UK: ARTS Minister Alan Howarth has become increasingly active in placing temporary bans on the export of works of art
In the past month alone he has given notice of at least four such orders, starting with one on a pair of panel paintings by Bartolo di Fredi Cini (1340-1410): St John the Baptist and St John the Evangelist. His decision on these works came after the Export Review Committee advised that the panels were an outstanding example of the Sienese artist’s work and had huge potential for the study of Italian art in the late 14th century. The export has been deferred until June 21 to allow a UK buyer to come up with £1.08m needed.
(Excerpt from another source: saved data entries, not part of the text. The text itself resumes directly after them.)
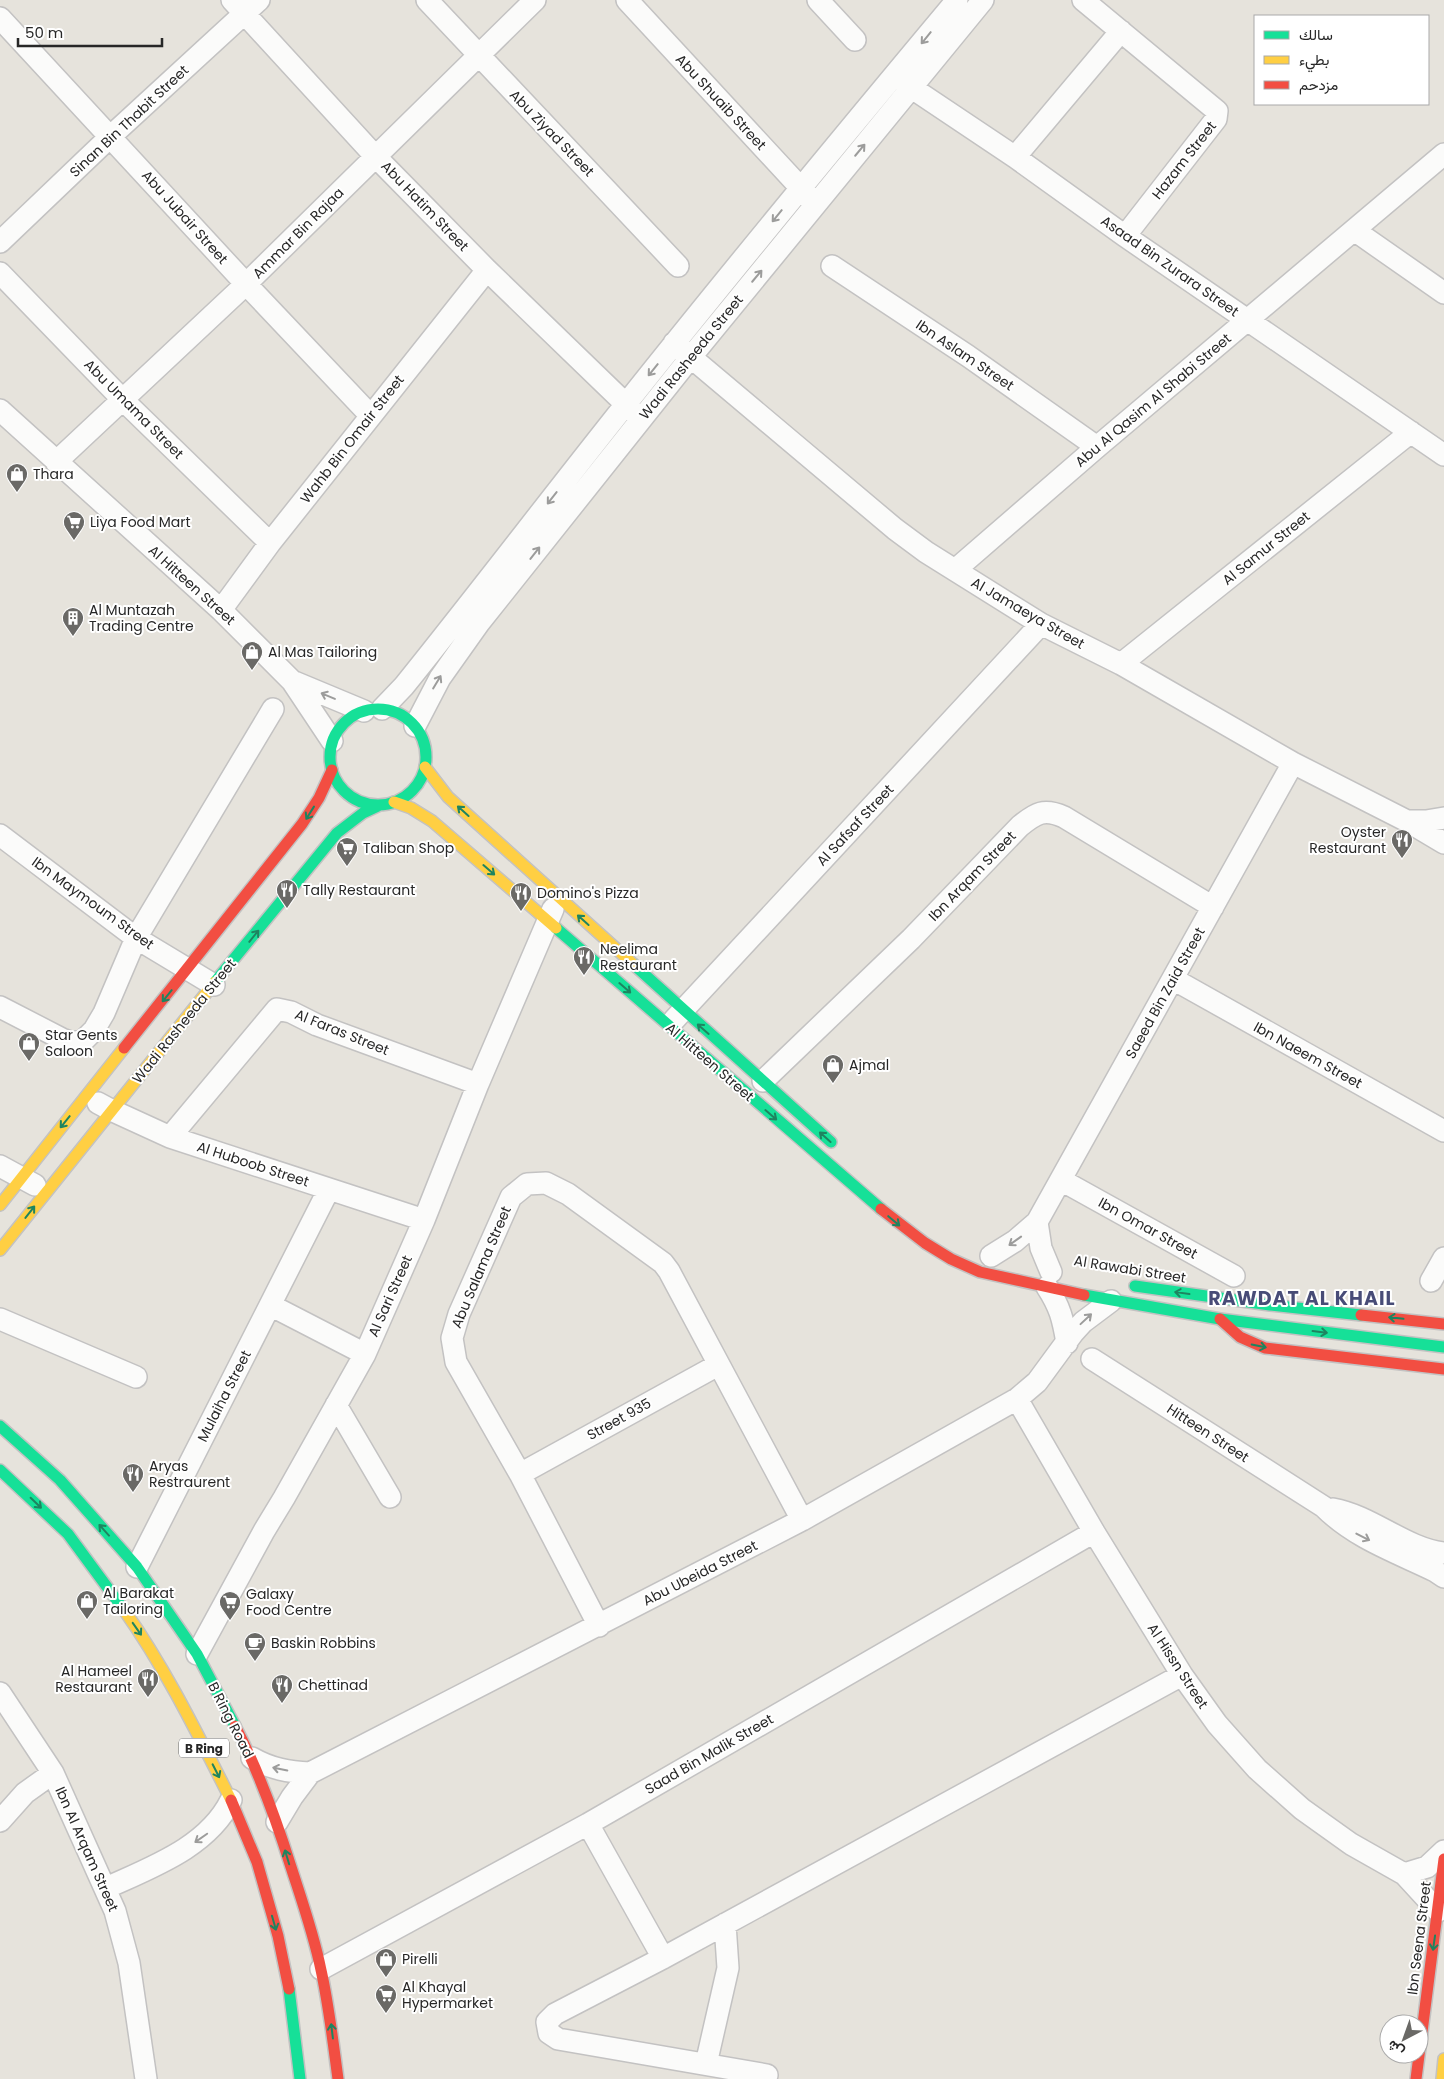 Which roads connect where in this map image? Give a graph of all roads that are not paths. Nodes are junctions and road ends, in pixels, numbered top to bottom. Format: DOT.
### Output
graph roads {
  1 [pos="427,0"];
  2 [pos="535,0"];
  3 [pos="627,0"];
  4 [pos="818,0"];
  5 [pos="1083,0"];
  6 [pos="246,4"];
  7 [pos="963,4"];
  8 [pos="0,18"];
  9 [pos="1121,31"];
  10 [pos="855,40"];
  11 [pos="478,55"];
  12 [pos="904,81"];
  13 [pos="111,136"];
  14 [pos="1444,154"];
  15 [pos="375,156"];
  16 [pos="1015,157"];
  17 [pos="800,187"];
  18 [pos="815,204"];
  19 [pos="1354,230"];
  20 [pos="1125,236"];
  21 [pos="0,242"];
  22 [pos="678,266"];
  23 [pos="832,266"];
  24 [pos="487,270"];
  25 [pos="0,273"];
  26 [pos="246,284"];
  27 [pos="1444,294"];
  28 [pos="1248,320"];
  29 [pos="674,343"];
  30 [pos="690,358"];
  31 [pos="122,399"];
  32 [pos="625,404"];
  33 [pos="0,410"];
  34 [pos="370,415"];
  35 [pos="641,418"];
  36 [pos="1411,432"];
  37 [pos="1097,447"];
  38 [pos="1444,455"];
  39 [pos="56,462"];
  40 [pos="270,543"];
  41 [pos="955,570"];
  42 [pos="221,610"];
  43 [pos="1041,624"];
  44 [pos="1122,664"];
  45 [pos="292,680"];
  46 [pos="273,709"];
  47 [pos="373,710"];
  48 [pos="415,726"];
  49 [pos="332,741"];
  50 [pos="1293,763"];
  51 [pos="426,767"];
  52 [pos="332,770"];
  53 [pos="394,802"];
  54 [pos="380,805"];
  55 [pos="1444,818"];
  56 [pos="1407,821"];
  57 [pos="0,835"];
  58 [pos="1444,843"];
  59 [pos="560,898"];
  60 [pos="1213,907"];
  61 [pos="547,920"];
  62 [pos="136,938"];
  63 [pos="189,969"];
  64 [pos="1173,979"];
  65 [pos="214,986"];
  66 [pos="0,1007"];
  67 [pos="675,1018"];
  68 [pos="763,1081"];
  69 [pos="478,1084"];
  70 [pos="86,1095"];
  71 [pos="111,1110"];
  72 [pos="1444,1131"];
  73 [pos="170,1137"];
  74 [pos="842,1152"];
  75 [pos="0,1166"];
  76 [pos="21,1177"];
  77 [pos="1061,1180"];
  78 [pos="329,1190"];
  79 [pos="46,1192"];
  80 [pos="0,1205"];
  81 [pos="424,1220"];
  82 [pos="1037,1222"];
  83 [pos="0,1250"];
  84 [pos="993,1257"];
  85 [pos="1444,1258"];
  86 [pos="1049,1275"];
  87 [pos="1234,1276"];
  88 [pos="1432,1281"];
  89 [pos="1126,1285"];
  90 [pos="1111,1301"];
  91 [pos="270,1305"];
  92 [pos="0,1319"];
  93 [pos="1220,1319"];
  94 [pos="1444,1324"];
  95 [pos="1067,1343"];
  96 [pos="1444,1347"];
  97 [pos="365,1354"];
  98 [pos="1092,1359"];
  99 [pos="718,1365"];
  100 [pos="1444,1369"];
  101 [pos="136,1377"];
  102 [pos="1017,1399"];
  103 [pos="336,1405"];
  104 [pos="0,1426"];
  105 [pos="0,1470"];
  106 [pos="520,1474"];
  107 [pos="390,1497"];
  108 [pos="1324,1507"];
  109 [pos="802,1520"];
  110 [pos="1094,1532"];
  111 [pos="1444,1552"];
  112 [pos="137,1567"];
  113 [pos="1444,1577"];
  114 [pos="599,1626"];
  115 [pos="197,1654"];
  116 [pos="1182,1675"];
  117 [pos="0,1693"];
  118 [pos="252,1758"];
  119 [pos="53,1773"];
  120 [pos="310,1773"];
  121 [pos="231,1800"];
  122 [pos="0,1821"];
  123 [pos="277,1822"];
  124 [pos="588,1824"];
  125 [pos="1444,1851"];
  126 [pos="1444,1860"];
  127 [pos="1404,1874"];
  128 [pos="106,1888"];
  129 [pos="1438,1911"];
  130 [pos="725,1924"];
  131 [pos="663,1958"];
  132 [pos="321,1970"];
  133 [pos="1444,2059"];
  134 [pos="706,2064"];
  135 [pos="767,2075"];
  136 [pos="146,2079"];
  137 [pos="300,2079"];
  138 [pos="338,2079"];
  139 [pos="1416,2079"];
  140 [pos="1442,2079"];
  1 -- 11 [label="street, Abu Ziyad Street"];
  2 -- 11 [label="street, Ammar Bin Rajaa"];
  3 -- 17 [label="street, Abu Shuaib Street"];
  4 -- 10 [label="street"];
  5 -- 9 [label="street, Hazam Street"];
  6 -- 13 [label="street, Sinan Bin Thabit Street"];
  6 -- 15 [label="street, Abu Hatim Street"];
  7 -- 12 [label="street, Wadi Rasheeda Street"];
  8 -- 13 [label="street, Abu Jubair Street"];
  9 -- 16 [label="street"];
  9 -- 20 [label="street, Hazam Street"];
  11 -- 15 [label="street, Ammar Bin Rajaa"];
  11 -- 22 [label="street, Abu Ziyad Street"];
  12 -- 16 [label="street, Asaad Bin Zurara Street"];
  12 -- 17 [label="street, Wadi Rasheeda Street"];
  18 -- 12 [label="street, Wadi Rasheeda Street, one-way"];
  13 -- 21 [label="street, Sinan Bin Thabit Street"];
  13 -- 26 [label="street, Abu Jubair Street"];
  14 -- 19 [label="street, Abu Al Qasim Al Shabi Street"];
  15 -- 24 [label="street, Abu Hatim Street"];
  15 -- 26 [label="street, Ammar Bin Rajaa"];
  16 -- 20 [label="street, Asaad Bin Zurara Street"];
  17 -- 18 [label="street, Abu Shuaib Street"];
  17 -- 29 [label="street, Wadi Rasheeda Street, one-way"];
  30 -- 18 [label="street, Wadi Rasheeda Street, one-way"];
  19 -- 27 [label="street"];
  19 -- 28 [label="street, Abu Al Qasim Al Shabi Street"];
  20 -- 28 [label="street, Asaad Bin Zurara Street"];
  23 -- 37 [label="street, Ibn Aslam Street"];
  24 -- 32 [label="street, Abu Hatim Street"];
  24 -- 34 [label="street, Wahb Bin Omair Street"];
  25 -- 31 [label="street, Abu Umama Street"];
  26 -- 31 [label="street, Ammar Bin Rajaa"];
  26 -- 34 [label="street, Abu Jubair Street"];
  28 -- 36 [label="street, Asaad Bin Zurara Street"];
  28 -- 37 [label="street, Abu Al Qasim Al Shabi Street"];
  29 -- 30 [label="street, Al Jamaeya Street"];
  29 -- 32 [label="street, Wadi Rasheeda Street, one-way"];
  30 -- 35 [label="street, Wadi Rasheeda Street"];
  30 -- 41 [label="street, Al Jamaeya Street"];
  31 -- 39 [label="street, Ammar Bin Rajaa"];
  31 -- 40 [label="street, Abu Umama Street"];
  32 -- 35 [label="street, Abu Hatim Street"];
  32 -- 47 [label="street, Wadi Rasheeda Street, one-way"];
  33 -- 39 [label="street, Al Hitteen Street"];
  34 -- 40 [label="street, Wahb Bin Omair Street"];
  48 -- 35 [label="street, Wadi Rasheeda Street, one-way"];
  36 -- 38 [label="street, Asaad Bin Zurara Street"];
  36 -- 44 [label="street, Al Samur Street"];
  37 -- 41 [label="street, Abu Al Qasim Al Shabi Street"];
  39 -- 42 [label="street, Al Hitteen Street"];
  40 -- 42 [label="street, Wahb Bin Omair Street"];
  41 -- 43 [label="street, Al Jamaeya Street"];
  42 -- 45 [label="street, Al Hitteen Street"];
  43 -- 44 [label="street, Al Jamaeya Street"];
  43 -- 67 [label="street, Al Safsaf Street"];
  44 -- 50 [label="street, Al Jamaeya Street"];
  47 -- 45 [label="street, Al Hitteen Street, one-way"];
  45 -- 49 [label="street, Al Hitteen Street"];
  46 -- 62 [label="street"];
  47 -- 48 [label="street"];
  47 -- 49 [label="street"];
  48 -- 51 [label="street"];
  49 -- 52 [label="street"];
  50 -- 56 [label="street, Al Jamaeya Street"];
  50 -- 60 [label="street, Saeed Bin Zaid Street"];
  51 -- 53 [label="street"];
  59 -- 51 [label="street, Al Hitteen Street, one-way"];
  52 -- 54 [label="street"];
  52 -- 63 [label="street, one-way"];
  53 -- 54 [label="street"];
  53 -- 61 [label="street, Al Hitteen Street, one-way"];
  65 -- 54 [label="street, Wadi Rasheeda Street, one-way"];
  55 -- 56 [label="street"];
  56 -- 58 [label="street, Al Jamaeya Street"];
  57 -- 62 [label="street, Ibn Maymoum Street"];
  59 -- 61 [label="street, Al Sari Street"];
  67 -- 59 [label="street, Al Hitteen Street, one-way"];
  60 -- 64 [label="street, Saeed Bin Zaid Street"];
  60 -- 68 [label="street, Ibn Arqam Street"];
  61 -- 67 [label="street, Al Hitteen Street, one-way"];
  61 -- 69 [label="street, Al Sari Street"];
  62 -- 63 [label="street, Ibn Maymoum Street"];
  62 -- 66 [label="street"];
  63 -- 65 [label="street, Ibn Maymoum Street"];
  63 -- 70 [label="street, one-way"];
  64 -- 72 [label="street, Ibn Naeem Street"];
  64 -- 77 [label="street, Saeed Bin Zaid Street"];
  65 -- 71 [label="street, Wadi Rasheeda Street"];
  68 -- 67 [label="street, Al Hitteen Street, one-way"];
  67 -- 86 [label="street, Al Hitteen Street, one-way"];
  74 -- 68 [label="street, Al Hitteen Street, one-way"];
  69 -- 73 [label="street, Al Faras Street"];
  69 -- 81 [label="street, Al Sari Street"];
  70 -- 71 [label="street, Al Huboob Street"];
  70 -- 76 [label="street, one-way"];
  71 -- 73 [label="street, Al Huboob Street"];
  71 -- 79 [label="street, Wadi Rasheeda Street"];
  73 -- 78 [label="street, Al Huboob Street"];
  75 -- 76 [label="street"];
  76 -- 79 [label="street"];
  76 -- 80 [label="street"];
  77 -- 82 [label="street, Saeed Bin Zaid Street"];
  77 -- 87 [label="street, Ibn Omar Street"];
  78 -- 81 [label="street, Al Huboob Street"];
  78 -- 91 [label="street, Mulaiha Street"];
  83 -- 79 [label="street, Wadi Rasheeda Street, one-way"];
  81 -- 97 [label="street, Al Sari Street"];
  82 -- 84 [label="street, Saeed Bin Zaid Street, one-way"];
  82 -- 86 [label="street"];
  85 -- 88 [label="street"];
  86 -- 90 [label="street"];
  86 -- 95 [label="street"];
  94 -- 89 [label="street, Al Rawabi Street, one-way"];
  90 -- 93 [label="street"];
  95 -- 90 [label="street, Abu Ubeida Street, one-way"];
  91 -- 97 [label="street"];
  91 -- 112 [label="street, Mulaiha Street"];
  92 -- 101 [label="street"];
  93 -- 96 [label="street, one-way"];
  93 -- 100 [label="street, one-way"];
  95 -- 102 [label="street, Abu Ubeida Street"];
  97 -- 103 [label="street, Al Sari Street"];
  98 -- 108 [label="street, Hitteen Street"];
  99 -- 106 [label="street, Street 935"];
  99 -- 106 [label="street, Abu Salama Street"];
  99 -- 109 [label="street, Abu Salama Street"];
  102 -- 109 [label="street, Abu Ubeida Street"];
  102 -- 110 [label="street, Al Hissn Street"];
  103 -- 107 [label="street"];
  103 -- 115 [label="street, Al Sari Street"];
  112 -- 104 [label="street, B Ring Road / B Ring, one-way"];
  105 -- 121 [label="street, B Ring, one-way"];
  106 -- 114 [label="street, Abu Salama Street"];
  108 -- 111 [label="street, Hitteen Street"];
  108 -- 113 [label="street, Hitteen Street, one-way"];
  109 -- 114 [label="street, Abu Ubeida Street"];
  110 -- 116 [label="street, Al Hissn Street"];
  110 -- 124 [label="street, Saad Bin Malik Street"];
  112 -- 115 [label="street, B Ring Road / B Ring"];
  114 -- 120 [label="street, Abu Ubeida Street"];
  115 -- 118 [label="street, B Ring Road / B Ring"];
  116 -- 127 [label="street, Al Hissn Street"];
  116 -- 130 [label="street"];
  117 -- 119 [label="street, Ibn Al Arqam Street"];
  120 -- 118 [label="street, one-way"];
  118 -- 123 [label="street, B Ring Road / B Ring"];
  119 -- 122 [label="street"];
  119 -- 128 [label="street, Ibn Al Arqam Street"];
  120 -- 123 [label="street, Abu Ubeida Street"];
  121 -- 128 [label="street, one-way"];
  121 -- 137 [label="street, B Ring, one-way"];
  132 -- 123 [label="street, B Ring Road / B Ring, one-way"];
  124 -- 131 [label="street"];
  124 -- 132 [label="street, Saad Bin Malik Street"];
  125 -- 127 [label="street"];
  126 -- 129 [label="street, Ibn Seena Street"];
  127 -- 129 [label="street, Al Hissn Street"];
  128 -- 136 [label="street, Ibn Al Arqam Street"];
  129 -- 139 [label="street, Ibn Seena Street, one-way"];
  130 -- 131 [label="street"];
  130 -- 134 [label="street"];
  131 -- 134 [label="street"];
  138 -- 132 [label="street, B Ring Road / B Ring, one-way"];
  133 -- 140 [label="street"];
  134 -- 135 [label="street"];
} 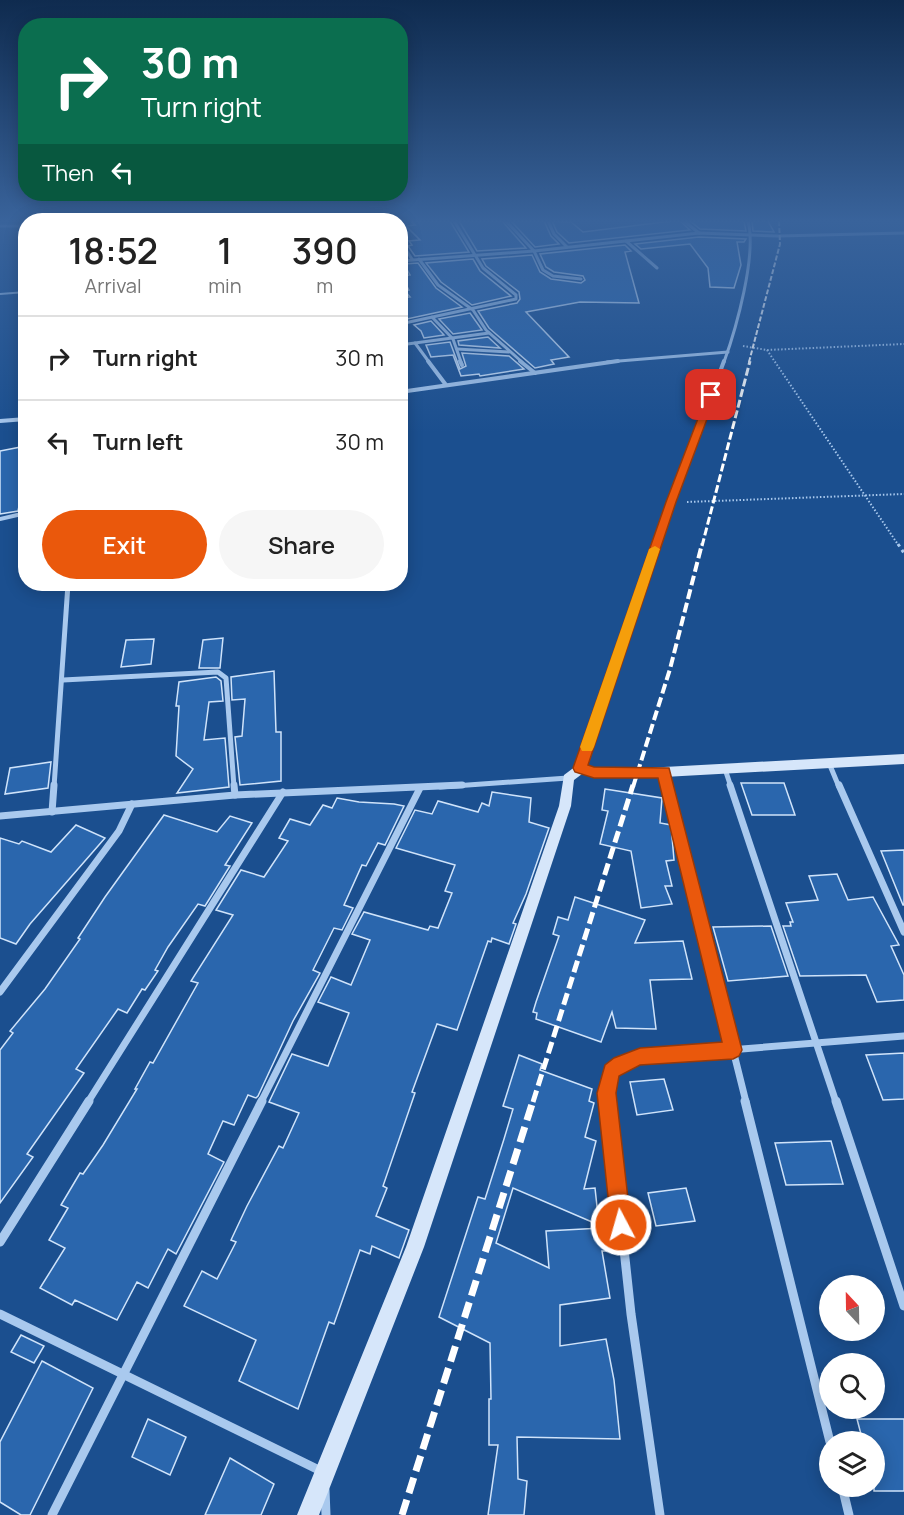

Second on the list of temporary bans is a collection of 90 Middle Bronze Age axe heads, dating to around 1400-1250BC. None is valued at more than £290, but their importance for the study of Breton and Norman axe-head types, and their archaeological significance for demonstrating cross-channel trade in manufacturing methods and metals at the time of their creation persuaded the Minister to intervene. Found by a farmer using a metal detector on his own land in Dorset in October 1989, the hoard is especially significant because of its size. Deferral is until May 26 and the heads can be bought either singly or as a collection.
Next up for a temporary ban were a series of letters written between 1867 and 1879, from the author George Eliot to Jane Senior and Jane’s son Walter, with two letters signed by George Eliot’s partner, G.H. Lewes. The export of the 26 letters has been deferred to July 26, with a price of just over £21,000 being sought.
Last on the list is a selection of archival material belonging to the architect C.F.A. Voysey. Of particular importance are two ledger account books giving a rare insight into his working life which are significant in the study of the Arts and Craft Movement. The deferral is until May 9, with a recommended price of £25,000.